Nadav Lapid firma en Ahed’s Knee una oda al descontrol, a la pomposidad, a la idea de que el discurso tiene que estar dos peldaños por debajo de los sentimientos del director. Aquí lo que importa no es tanto lo que el director israelí quiere denunciar sino que se note claramente la rabia que siente ante el tema. Lapid se aleja así de una postura inteligente consistente en generar el clima adecuado para que sea la propia historia la que cocine la reacción. En su lugar, aprovecha para ofrecer lo que él cree una muestra de apasionamiento, del arte al servicio del compromiso en una exhibición meta cinematográfica a través de una identificación biográfica o, casi mejor dicho, hagiográfica.
Y es que finalmente Ahed’s Knee parece obviar su tema de fondo para convertir al (falso) director no sólo en el protagonista, ni tan siquiera en una voz narrativa, sino en una especie de héroe, de mártir de la libertad de expresión y creativa.
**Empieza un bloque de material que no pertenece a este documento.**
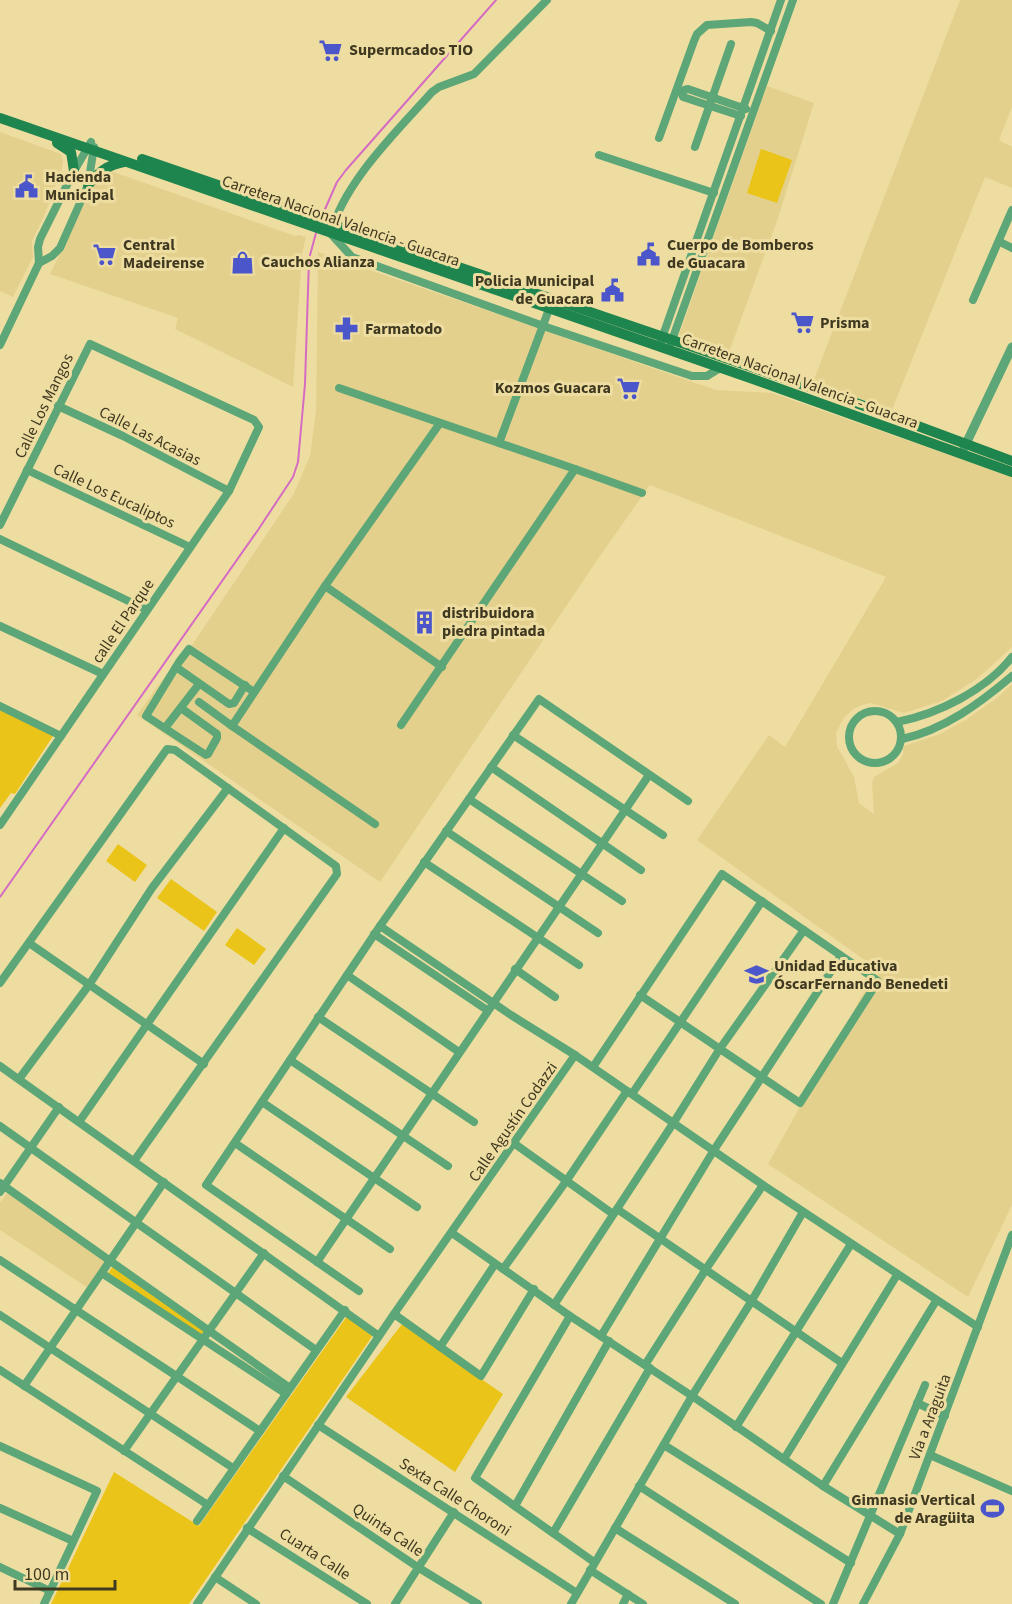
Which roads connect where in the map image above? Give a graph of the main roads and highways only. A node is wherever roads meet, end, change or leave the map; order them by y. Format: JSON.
{"nodes":[{"id":1,"x":0,"y":111,"type":"edge"},
{"id":2,"x":0,"y":118,"type":"edge"},
{"id":3,"x":19,"y":124,"type":"junction"},
{"id":4,"x":92,"y":146,"type":"junction"},
{"id":5,"x":128,"y":162,"type":"junction"},
{"id":6,"x":74,"y":171,"type":"road end"},
{"id":7,"x":88,"y":185,"type":"road end"},
{"id":8,"x":323,"y":226,"type":"junction"},
{"id":9,"x":665,"y":344,"type":"junction"},
{"id":10,"x":964,"y":449,"type":"junction"},
{"id":11,"x":1012,"y":460,"type":"edge"},
{"id":12,"x":1012,"y":472,"type":"edge"}],
"edges":[{"from":1,"to":4,"type":"main road","name":"Carretera Nacional Valencia - Guacara"},
{"from":2,"to":3,"type":"main road","name":"Carretera Nacional Valencia - Guacara"},
{"from":3,"to":4,"type":"main road","name":"Carretera Nacional Valencia - Guacara"},
{"from":3,"to":6,"type":"main road"},
{"from":4,"to":5,"type":"main road","name":"Carretera Nacional Valencia - Guacara"},
{"from":4,"to":8,"type":"main road","name":"Carretera Nacional Valencia - Guacara"},
{"from":5,"to":7,"type":"main road"},
{"from":5,"to":8,"type":"main road","name":"Carretera Nacional Valencia - Guacara"},
{"from":8,"to":9,"type":"main road","name":"Carretera Nacional Valencia - Guacara"},
{"from":9,"to":10,"type":"main road","name":"Carretera Nacional Valencia - Guacara"},
{"from":9,"to":10,"type":"main road","name":"Carretera Nacional Valencia - Guacara"},
{"from":10,"to":11,"type":"main road","name":"Carretera Nacional Valencia - Guacara"},
{"from":10,"to":12,"type":"main road","name":"Carretera Nacional Valencia - Guacara"}]}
Todo ello trufado de planos abigarrados, de incoherencias en sus múltiples digresiones argumentales y una banda sonora cuya excelencia en la selección es indudable pero cuyo empleo dentro de la obra es como mínimo dudoso, por no decir completamente aleatorio.
Precisamente esto es, más allá de desconcierto y enfado, la sensación que produce el film. Parece que nos encontremos ante algo caprichoso, como una excusa de alguien enfadado que tiene medios para compartir no la injusticia que le ha provocado su enfado sino la rabieta subsiguiente.
En definitiva, Lapid no consigue, con su obra, denunciar nada. O al menos nada que no sepamos. Su grito se convierte en un escupitajo no contra aquello que odia sino más bien contra la audiencia a la que debería convencer didácticamente. Un caso que podría estar justo al otro extremo de las moralinas discursivas subrayadas de un Loach o de un Aranoa (por poner dos ejemplos conocidos) pero igualmente de dañino. Un caso de manual de efecto boomerang y, por qué no decirlo, de egocentrismo autoral ruinoso.